Provocada pelo Marília Notícia, relatou sua história publicamente pela primeira vez, porque acredita que o CarnaEspecial improvisado em sua casa fez a diferença para várias famílias, e ainda pode fazer para outras que convivem com as adversidades e limitações das doenças raras.
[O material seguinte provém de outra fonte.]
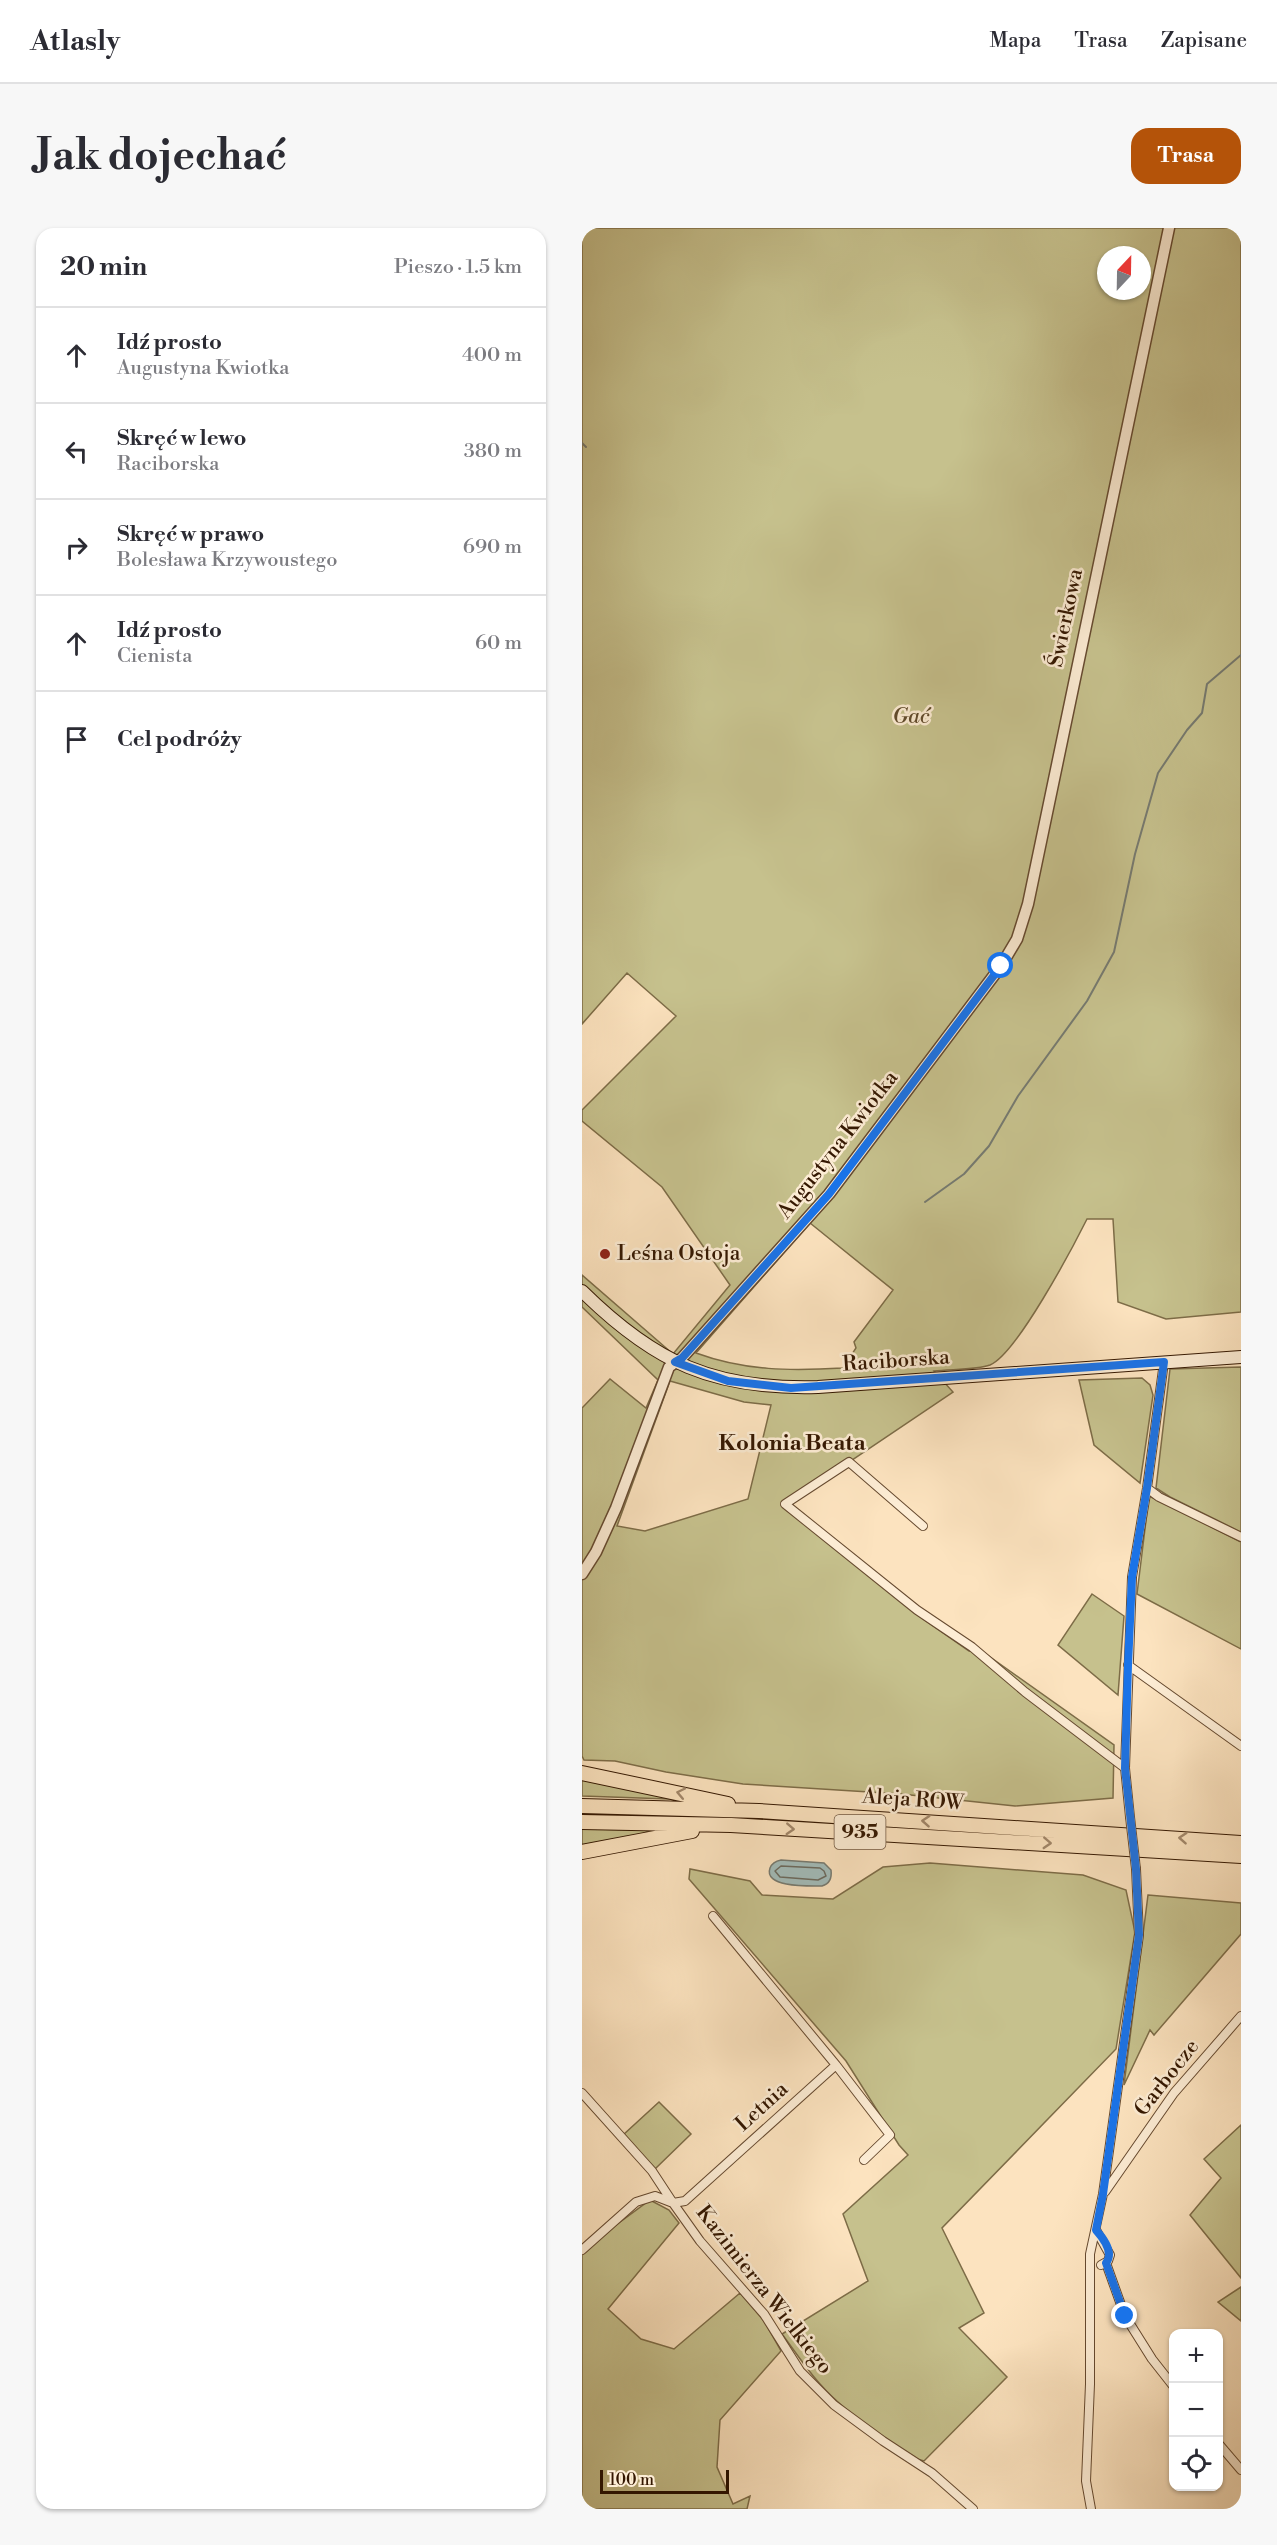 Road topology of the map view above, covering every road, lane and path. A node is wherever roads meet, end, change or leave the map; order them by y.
1 (1168, 228) edge
2 (1017, 939) joint
3 (582, 1291) edge
4 (1241, 1357) edge
5 (675, 1362) junction
6 (1164, 1362) junction
7 (1147, 1488) junction
8 (923, 1526) dead end
9 (1241, 1537) edge
10 (582, 1574) edge
11 (1128, 1665) junction
12 (1241, 1746) edge
13 (1125, 1768) junction
14 (582, 1773) edge
15 (582, 1806) edge
16 (759, 1811) junction
17 (582, 1822) edge
18 (731, 1825) junction
19 (1241, 1843) edge
20 (582, 1852) edge
21 (1241, 1856) edge
22 (713, 1916) dead end
23 (1241, 2016) edge
24 (836, 2065) junction
25 (582, 2093) edge
26 (864, 2160) dead end
27 (1103, 2194) junction
28 (673, 2203) junction
29 (1096, 2230) junction
30 (1106, 2247) junction
31 (1093, 2248) junction
32 (582, 2250) edge
33 (1092, 2260) junction
34 (1103, 2264) junction
35 (1091, 2290) junction
36 (1170, 2383) edge
37 (1223, 2449) edge
38 (1241, 2470) edge
39 (973, 2509) edge
40 (1091, 2509) edge

1 - 2 street, Świerkowa
2 - 5 street, Augustyna Kwiotka
3 - 5 main road, Raciborska
4 - 6 main road, Raciborska
5 - 6 main road, Raciborska
5 - 10 street, Augustyna Kwiotka
6 - 7 street
7 - 9 street
7 - 11 street
8 - 13 street
11 - 12 street
11 - 13 street
13 - 27 street, bridge
16 -> 14 main road
15 - 16 main road, Aleja ROW / 935
19 -> 16 main road, Aleja ROW / 935
17 - 18 main road, Aleja ROW / 935
18 - 20 main road
18 -> 21 main road, Aleja ROW / 935
22 - 24 street
23 - 27 street, Garbocze
24 - 26 street
24 - 28 street, Letnia
25 - 28 street
27 - 29 street
28 - 32 street, Kazimierza Wielkiego
28 - 39 street, Kazimierza Wielkiego
29 - 30 street
29 - 31 street
30 - 31 street
30 - 34 street
31 - 33 street
33 - 34 street
33 - 35 street
34 - 35 street
34 - 36 street
35 - 40 street
37 - 38 street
“A Laura foi um anjo que Deus colocou em nossa vida. Ela nos ensinou muito, nos fortaleceu, porque ela era muito forte. Era uma criança com qualquer outra, pura inocência. Cuidar dela foi uma experiência incrível. A sensação que temos é que ela veio para nos tornar pessoas melhores”, acredita Nathânia.
Serviço
O CanaEspecial 2020 espera reunir centenas de pessoas. Na festa da inclusão, a maioria das participantes são familiares de crianças com algum tipo de deficiência ou condição de saúde especial, porém, todos são convidados. A entrada é franca e os organizadores pedem aos participantes que levem um prato de salgado ou doce, voluntariamente.
O evento acontece dia 29 deste mês, na sede da APCD – Associação Paulista dos Cirurgiões Dentistas – das 15h às 18h. A organização é da Associação Anjos Guerreiro e da Associação Cannábica em Defesa da Vida.